** Provided data **
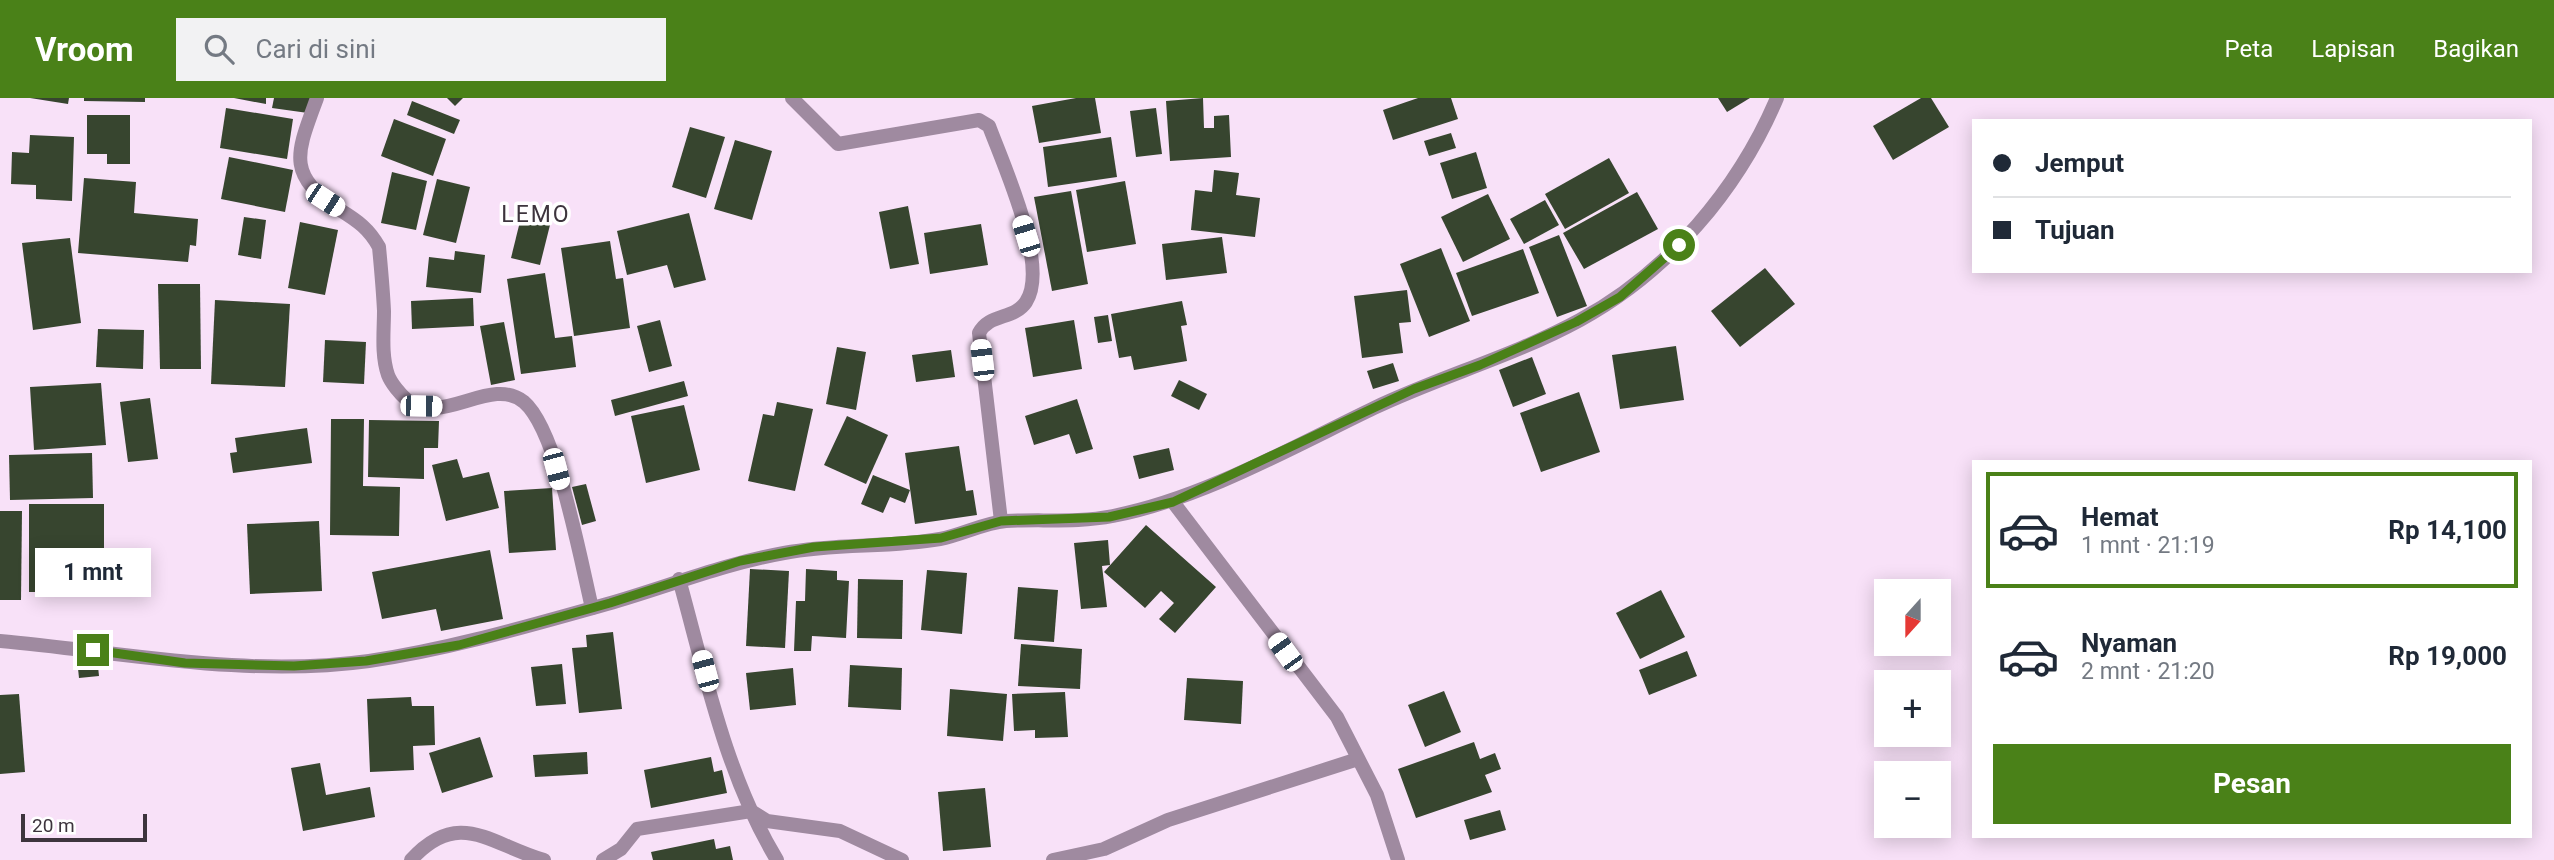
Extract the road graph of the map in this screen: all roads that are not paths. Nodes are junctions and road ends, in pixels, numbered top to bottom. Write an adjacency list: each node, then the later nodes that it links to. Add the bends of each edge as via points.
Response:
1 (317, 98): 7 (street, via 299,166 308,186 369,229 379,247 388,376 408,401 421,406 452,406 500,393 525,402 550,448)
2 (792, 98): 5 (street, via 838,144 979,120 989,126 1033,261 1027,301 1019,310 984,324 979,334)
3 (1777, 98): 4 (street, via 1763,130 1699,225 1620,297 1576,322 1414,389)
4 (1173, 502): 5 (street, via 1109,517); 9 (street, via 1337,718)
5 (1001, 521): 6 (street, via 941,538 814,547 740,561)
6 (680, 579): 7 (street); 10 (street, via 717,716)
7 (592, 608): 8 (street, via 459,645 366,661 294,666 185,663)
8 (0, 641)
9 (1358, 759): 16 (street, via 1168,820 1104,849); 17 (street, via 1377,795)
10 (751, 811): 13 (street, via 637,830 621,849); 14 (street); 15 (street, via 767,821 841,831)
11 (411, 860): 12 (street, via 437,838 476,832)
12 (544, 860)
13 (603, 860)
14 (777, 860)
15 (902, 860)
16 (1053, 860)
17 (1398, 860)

** Task item **
Return the preceding entries verbatim, with the pictures excluded.

** Final answer **
Extract the road graph of the map in this screen: all roads that are not paths. Nodes are junctions and road ends, in pixels, numbered top to bottom. Write an adjacency list: each node, then the later nodes that it links to. Add the bends of each edge as via points.
Response:
1 (317, 98): 7 (street, via 299,166 308,186 369,229 379,247 388,376 408,401 421,406 452,406 500,393 525,402 550,448)
2 (792, 98): 5 (street, via 838,144 979,120 989,126 1033,261 1027,301 1019,310 984,324 979,334)
3 (1777, 98): 4 (street, via 1763,130 1699,225 1620,297 1576,322 1414,389)
4 (1173, 502): 5 (street, via 1109,517); 9 (street, via 1337,718)
5 (1001, 521): 6 (street, via 941,538 814,547 740,561)
6 (680, 579): 7 (street); 10 (street, via 717,716)
7 (592, 608): 8 (street, via 459,645 366,661 294,666 185,663)
8 (0, 641)
9 (1358, 759): 16 (street, via 1168,820 1104,849); 17 (street, via 1377,795)
10 (751, 811): 13 (street, via 637,830 621,849); 14 (street); 15 (street, via 767,821 841,831)
11 (411, 860): 12 (street, via 437,838 476,832)
12 (544, 860)
13 (603, 860)
14 (777, 860)
15 (902, 860)
16 (1053, 860)
17 (1398, 860)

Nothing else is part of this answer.